-- Opening Marker --

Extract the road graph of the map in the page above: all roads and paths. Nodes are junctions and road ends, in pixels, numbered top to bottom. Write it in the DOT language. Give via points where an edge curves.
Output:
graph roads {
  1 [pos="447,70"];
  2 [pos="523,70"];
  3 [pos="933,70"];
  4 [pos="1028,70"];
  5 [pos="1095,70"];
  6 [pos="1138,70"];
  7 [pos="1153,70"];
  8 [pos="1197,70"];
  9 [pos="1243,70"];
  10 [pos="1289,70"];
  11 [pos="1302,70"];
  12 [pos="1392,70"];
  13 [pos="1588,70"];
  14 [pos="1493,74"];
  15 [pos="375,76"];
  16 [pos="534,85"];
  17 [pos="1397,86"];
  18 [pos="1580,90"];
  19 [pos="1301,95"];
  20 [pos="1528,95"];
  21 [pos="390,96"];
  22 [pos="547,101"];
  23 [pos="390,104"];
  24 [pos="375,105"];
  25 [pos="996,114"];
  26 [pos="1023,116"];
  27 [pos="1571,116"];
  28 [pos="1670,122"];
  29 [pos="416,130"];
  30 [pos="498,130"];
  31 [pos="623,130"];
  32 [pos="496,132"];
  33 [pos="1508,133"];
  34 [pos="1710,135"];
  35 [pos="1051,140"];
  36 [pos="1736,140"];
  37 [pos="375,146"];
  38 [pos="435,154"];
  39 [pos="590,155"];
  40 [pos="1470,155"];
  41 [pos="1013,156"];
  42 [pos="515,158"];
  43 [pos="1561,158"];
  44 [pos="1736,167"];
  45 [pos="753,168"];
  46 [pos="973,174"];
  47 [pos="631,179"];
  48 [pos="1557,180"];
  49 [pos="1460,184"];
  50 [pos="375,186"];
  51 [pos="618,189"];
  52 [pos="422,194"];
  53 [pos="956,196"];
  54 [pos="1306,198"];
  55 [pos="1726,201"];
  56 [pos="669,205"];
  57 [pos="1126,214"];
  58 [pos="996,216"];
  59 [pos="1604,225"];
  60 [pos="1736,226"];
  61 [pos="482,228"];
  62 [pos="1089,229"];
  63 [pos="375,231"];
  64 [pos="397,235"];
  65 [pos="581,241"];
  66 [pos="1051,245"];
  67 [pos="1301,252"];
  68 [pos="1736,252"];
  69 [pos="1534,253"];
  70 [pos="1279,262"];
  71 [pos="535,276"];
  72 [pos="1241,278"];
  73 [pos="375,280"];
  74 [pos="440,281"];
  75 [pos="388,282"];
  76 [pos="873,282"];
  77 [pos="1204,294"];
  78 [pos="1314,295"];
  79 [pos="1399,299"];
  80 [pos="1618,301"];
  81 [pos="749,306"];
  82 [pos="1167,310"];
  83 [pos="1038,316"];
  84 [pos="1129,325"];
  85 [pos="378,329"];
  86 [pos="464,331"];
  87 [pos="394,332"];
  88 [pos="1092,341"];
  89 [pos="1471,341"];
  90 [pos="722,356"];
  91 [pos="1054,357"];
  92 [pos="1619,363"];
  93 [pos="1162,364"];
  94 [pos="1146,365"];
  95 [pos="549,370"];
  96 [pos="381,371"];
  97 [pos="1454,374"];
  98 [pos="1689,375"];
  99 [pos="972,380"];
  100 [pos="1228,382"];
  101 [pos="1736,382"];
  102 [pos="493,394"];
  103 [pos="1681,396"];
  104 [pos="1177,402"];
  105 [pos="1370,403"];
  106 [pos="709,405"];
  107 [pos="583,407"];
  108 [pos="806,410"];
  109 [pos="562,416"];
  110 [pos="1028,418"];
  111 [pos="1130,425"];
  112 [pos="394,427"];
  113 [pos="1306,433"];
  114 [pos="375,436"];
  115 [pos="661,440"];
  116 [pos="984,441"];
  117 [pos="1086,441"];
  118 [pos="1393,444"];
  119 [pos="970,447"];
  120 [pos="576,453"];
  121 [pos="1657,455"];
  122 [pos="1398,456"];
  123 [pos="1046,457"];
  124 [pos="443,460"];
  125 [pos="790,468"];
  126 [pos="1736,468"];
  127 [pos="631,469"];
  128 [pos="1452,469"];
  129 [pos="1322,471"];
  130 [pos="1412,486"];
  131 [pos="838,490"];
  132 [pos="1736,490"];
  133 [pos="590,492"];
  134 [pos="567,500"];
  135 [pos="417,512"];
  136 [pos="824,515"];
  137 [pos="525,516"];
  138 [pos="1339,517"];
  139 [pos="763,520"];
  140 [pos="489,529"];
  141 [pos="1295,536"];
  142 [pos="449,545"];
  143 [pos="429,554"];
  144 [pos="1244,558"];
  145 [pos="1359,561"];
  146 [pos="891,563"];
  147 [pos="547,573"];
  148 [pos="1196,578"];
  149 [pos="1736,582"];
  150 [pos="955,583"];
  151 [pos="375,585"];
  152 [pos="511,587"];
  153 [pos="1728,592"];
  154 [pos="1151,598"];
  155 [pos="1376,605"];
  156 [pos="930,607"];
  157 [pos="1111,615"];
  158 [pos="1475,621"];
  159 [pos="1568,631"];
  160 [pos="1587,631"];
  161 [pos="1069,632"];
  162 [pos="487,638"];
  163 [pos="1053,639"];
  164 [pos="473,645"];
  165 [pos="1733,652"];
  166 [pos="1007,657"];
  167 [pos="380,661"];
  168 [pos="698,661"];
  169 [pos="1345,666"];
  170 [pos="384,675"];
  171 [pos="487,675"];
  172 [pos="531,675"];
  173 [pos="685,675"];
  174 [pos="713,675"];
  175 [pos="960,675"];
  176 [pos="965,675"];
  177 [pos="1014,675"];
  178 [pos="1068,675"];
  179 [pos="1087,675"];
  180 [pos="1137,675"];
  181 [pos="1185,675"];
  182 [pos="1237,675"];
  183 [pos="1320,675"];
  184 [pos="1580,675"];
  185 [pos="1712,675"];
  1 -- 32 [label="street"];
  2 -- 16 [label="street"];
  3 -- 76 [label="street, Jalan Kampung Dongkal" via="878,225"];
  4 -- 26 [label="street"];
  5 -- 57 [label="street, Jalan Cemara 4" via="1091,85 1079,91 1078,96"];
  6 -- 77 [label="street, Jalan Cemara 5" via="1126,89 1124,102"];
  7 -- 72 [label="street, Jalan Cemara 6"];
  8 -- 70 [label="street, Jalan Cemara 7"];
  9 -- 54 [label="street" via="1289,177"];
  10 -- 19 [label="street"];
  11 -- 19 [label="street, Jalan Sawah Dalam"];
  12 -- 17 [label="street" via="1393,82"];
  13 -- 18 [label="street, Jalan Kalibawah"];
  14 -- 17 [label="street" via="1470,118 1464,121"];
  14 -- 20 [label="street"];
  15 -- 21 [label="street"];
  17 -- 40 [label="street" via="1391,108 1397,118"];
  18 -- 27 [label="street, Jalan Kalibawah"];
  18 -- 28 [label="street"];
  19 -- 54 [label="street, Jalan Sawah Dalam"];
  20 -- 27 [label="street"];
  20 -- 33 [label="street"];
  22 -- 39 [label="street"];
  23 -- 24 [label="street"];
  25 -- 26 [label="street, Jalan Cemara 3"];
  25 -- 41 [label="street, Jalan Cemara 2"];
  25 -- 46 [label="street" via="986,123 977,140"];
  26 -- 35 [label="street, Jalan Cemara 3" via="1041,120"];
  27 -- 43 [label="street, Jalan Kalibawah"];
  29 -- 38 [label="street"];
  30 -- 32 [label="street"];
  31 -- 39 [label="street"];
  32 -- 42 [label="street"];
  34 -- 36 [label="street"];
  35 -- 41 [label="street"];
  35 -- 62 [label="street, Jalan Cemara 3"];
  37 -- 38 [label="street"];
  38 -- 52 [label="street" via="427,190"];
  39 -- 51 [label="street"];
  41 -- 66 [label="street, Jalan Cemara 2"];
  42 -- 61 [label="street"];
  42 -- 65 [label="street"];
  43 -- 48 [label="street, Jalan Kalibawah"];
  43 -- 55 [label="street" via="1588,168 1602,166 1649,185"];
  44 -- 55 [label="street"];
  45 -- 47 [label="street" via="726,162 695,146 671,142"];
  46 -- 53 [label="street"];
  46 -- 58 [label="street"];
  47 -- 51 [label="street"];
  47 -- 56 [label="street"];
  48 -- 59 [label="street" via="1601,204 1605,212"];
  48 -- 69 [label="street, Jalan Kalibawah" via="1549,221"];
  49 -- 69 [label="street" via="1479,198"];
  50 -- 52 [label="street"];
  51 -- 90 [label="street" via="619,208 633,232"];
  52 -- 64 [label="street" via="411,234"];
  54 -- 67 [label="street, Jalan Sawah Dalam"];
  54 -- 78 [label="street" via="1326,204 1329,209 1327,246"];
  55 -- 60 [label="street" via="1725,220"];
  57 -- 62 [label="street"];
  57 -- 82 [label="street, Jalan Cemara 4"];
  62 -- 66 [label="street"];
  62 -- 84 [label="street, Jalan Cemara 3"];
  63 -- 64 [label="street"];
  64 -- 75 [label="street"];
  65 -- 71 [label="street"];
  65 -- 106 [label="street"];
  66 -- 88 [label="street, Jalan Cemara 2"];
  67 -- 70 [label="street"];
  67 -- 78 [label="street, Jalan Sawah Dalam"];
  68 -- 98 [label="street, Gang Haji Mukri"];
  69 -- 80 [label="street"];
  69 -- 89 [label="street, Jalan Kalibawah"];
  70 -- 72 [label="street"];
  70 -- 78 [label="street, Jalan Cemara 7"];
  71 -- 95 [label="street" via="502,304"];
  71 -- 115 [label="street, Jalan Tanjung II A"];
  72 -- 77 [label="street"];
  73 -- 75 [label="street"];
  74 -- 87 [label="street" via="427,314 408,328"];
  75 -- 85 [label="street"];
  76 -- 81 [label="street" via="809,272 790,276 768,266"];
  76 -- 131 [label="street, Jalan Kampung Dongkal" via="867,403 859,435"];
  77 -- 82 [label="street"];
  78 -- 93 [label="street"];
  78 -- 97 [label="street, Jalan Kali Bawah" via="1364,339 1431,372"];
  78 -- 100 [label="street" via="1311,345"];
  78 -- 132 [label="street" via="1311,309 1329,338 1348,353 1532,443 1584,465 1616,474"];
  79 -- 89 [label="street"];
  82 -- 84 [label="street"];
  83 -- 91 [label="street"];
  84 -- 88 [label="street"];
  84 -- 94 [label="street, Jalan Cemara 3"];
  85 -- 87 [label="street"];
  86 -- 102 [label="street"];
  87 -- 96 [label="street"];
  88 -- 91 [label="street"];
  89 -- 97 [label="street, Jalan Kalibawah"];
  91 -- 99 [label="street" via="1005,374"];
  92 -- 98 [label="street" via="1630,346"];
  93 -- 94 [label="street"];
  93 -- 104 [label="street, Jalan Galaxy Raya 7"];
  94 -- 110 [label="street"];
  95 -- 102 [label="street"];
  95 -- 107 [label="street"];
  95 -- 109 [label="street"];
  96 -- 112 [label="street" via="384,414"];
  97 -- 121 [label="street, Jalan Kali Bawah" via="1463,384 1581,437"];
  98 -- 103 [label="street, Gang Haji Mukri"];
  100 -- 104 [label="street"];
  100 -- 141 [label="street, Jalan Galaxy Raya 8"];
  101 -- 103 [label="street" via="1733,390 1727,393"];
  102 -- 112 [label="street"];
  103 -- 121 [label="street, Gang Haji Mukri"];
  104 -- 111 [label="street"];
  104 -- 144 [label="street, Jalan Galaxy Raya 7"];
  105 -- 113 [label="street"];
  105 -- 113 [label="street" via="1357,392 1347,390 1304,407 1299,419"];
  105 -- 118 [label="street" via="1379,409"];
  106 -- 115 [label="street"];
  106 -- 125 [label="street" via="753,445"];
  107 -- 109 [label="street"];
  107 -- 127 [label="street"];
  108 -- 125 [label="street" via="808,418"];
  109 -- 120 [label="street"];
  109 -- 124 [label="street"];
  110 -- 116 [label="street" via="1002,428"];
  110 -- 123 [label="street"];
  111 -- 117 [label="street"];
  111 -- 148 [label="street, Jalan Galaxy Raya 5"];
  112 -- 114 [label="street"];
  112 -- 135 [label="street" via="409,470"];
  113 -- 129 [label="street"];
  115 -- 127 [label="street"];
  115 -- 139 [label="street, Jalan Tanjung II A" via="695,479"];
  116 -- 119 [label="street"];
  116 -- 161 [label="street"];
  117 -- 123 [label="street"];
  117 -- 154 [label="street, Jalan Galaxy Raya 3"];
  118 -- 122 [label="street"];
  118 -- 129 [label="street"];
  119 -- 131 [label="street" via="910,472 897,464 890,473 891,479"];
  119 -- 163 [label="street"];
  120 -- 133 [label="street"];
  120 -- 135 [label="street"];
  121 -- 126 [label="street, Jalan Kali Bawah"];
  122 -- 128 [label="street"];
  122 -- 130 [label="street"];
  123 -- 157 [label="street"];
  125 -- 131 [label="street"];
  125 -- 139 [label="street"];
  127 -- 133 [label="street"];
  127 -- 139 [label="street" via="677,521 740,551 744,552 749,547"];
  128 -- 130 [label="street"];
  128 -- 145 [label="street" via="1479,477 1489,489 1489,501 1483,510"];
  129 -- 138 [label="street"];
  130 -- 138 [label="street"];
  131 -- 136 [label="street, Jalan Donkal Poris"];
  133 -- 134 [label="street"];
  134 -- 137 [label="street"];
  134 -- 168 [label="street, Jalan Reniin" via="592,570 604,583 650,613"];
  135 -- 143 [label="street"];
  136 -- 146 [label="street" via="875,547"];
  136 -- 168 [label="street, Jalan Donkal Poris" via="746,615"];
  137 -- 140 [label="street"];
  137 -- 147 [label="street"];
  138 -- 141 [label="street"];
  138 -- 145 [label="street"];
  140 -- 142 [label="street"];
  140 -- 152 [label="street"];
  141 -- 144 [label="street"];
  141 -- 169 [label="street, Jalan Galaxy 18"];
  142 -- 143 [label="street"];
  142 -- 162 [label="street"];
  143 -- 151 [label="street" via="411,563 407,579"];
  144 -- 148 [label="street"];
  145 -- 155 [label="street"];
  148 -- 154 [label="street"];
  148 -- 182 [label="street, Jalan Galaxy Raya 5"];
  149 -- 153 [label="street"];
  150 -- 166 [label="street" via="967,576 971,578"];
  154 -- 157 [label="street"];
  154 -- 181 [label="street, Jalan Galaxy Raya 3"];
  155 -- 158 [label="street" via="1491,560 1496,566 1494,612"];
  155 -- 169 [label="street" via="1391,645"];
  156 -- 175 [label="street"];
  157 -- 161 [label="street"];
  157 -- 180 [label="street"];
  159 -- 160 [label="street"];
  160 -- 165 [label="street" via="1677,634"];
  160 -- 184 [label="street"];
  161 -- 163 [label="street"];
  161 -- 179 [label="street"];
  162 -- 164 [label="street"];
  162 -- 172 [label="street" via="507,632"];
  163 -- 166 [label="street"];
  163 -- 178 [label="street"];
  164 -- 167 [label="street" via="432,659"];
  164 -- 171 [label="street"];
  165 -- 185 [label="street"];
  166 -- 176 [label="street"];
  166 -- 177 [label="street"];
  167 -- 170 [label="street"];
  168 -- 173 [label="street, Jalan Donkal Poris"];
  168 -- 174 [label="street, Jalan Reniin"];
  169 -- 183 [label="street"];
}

-- Closing Marker --
-- Opening Marker --

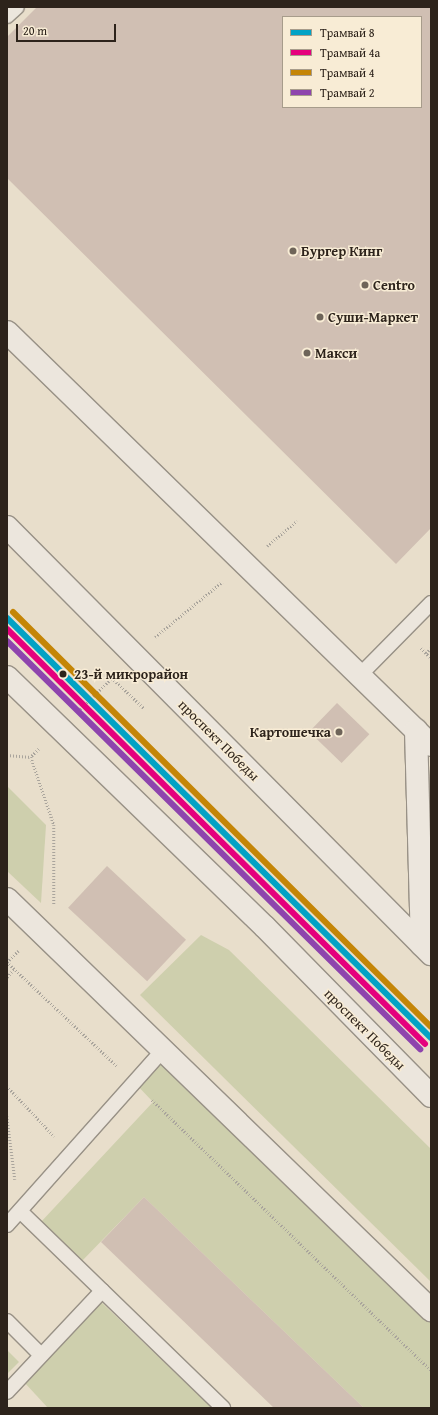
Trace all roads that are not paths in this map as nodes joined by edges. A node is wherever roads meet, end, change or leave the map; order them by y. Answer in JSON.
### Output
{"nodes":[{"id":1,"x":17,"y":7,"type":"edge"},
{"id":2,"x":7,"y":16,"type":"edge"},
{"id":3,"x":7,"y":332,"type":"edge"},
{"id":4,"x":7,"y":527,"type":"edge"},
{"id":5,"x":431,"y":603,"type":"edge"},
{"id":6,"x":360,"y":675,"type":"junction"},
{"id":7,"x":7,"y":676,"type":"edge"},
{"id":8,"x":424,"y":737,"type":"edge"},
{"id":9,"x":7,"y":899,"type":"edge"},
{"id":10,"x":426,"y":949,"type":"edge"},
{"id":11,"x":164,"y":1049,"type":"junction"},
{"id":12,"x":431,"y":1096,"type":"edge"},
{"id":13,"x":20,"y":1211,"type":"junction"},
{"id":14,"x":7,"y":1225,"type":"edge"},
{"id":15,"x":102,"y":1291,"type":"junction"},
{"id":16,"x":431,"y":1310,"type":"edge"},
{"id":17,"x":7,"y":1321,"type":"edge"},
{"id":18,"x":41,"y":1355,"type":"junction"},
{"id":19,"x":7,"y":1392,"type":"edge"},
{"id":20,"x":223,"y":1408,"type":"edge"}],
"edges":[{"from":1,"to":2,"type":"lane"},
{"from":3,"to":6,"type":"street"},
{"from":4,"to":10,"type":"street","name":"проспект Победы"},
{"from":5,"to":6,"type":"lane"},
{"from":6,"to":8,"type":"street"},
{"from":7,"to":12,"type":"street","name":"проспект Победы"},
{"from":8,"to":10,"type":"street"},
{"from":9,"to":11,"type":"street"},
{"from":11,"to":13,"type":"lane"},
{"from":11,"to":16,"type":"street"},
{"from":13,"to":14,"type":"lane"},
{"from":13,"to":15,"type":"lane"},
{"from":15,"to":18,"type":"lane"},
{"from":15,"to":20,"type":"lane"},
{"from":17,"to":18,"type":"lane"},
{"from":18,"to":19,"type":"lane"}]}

-- Closing Marker --
-- Opening Marker --

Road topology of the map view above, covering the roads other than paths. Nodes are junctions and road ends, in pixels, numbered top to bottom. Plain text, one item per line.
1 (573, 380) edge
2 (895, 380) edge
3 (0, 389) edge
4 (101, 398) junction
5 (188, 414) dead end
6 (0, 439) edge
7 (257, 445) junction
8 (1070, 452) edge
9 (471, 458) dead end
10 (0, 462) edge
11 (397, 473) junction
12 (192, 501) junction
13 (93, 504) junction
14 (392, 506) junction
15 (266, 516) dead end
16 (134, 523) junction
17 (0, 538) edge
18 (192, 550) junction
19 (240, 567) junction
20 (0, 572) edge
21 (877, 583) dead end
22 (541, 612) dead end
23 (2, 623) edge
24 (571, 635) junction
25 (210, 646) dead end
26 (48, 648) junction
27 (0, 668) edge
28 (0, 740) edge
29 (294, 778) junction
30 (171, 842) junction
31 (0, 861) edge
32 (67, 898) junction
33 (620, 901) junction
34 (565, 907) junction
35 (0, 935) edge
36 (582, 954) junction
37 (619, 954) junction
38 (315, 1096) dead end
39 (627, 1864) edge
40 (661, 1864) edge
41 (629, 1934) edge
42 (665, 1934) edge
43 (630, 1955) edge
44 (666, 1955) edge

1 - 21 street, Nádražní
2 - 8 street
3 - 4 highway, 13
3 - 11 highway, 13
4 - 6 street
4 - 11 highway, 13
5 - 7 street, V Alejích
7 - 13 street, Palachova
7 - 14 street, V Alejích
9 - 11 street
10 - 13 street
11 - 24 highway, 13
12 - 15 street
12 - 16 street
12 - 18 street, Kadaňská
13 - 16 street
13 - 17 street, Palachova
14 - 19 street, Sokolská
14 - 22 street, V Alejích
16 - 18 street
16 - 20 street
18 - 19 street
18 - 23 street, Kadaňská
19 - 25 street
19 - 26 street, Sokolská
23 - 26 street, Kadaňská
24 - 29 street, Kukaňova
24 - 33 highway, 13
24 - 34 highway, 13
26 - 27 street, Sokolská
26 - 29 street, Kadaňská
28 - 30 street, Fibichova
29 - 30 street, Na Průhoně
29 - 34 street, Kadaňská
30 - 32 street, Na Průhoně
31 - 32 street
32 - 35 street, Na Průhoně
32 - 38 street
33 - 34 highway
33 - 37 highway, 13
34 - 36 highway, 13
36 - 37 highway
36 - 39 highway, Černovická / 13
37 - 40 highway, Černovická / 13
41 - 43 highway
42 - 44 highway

-- Closing Marker --

• _EXERCISE REQUIREMENTS_: Find each line in the data above with the word "Победы", then copy it.

• _SOLUTION_:
{"from":4,"to":10,"type":"street","name":"проспект Победы"},
{"from":7,"to":12,"type":"street","name":"проспект Победы"},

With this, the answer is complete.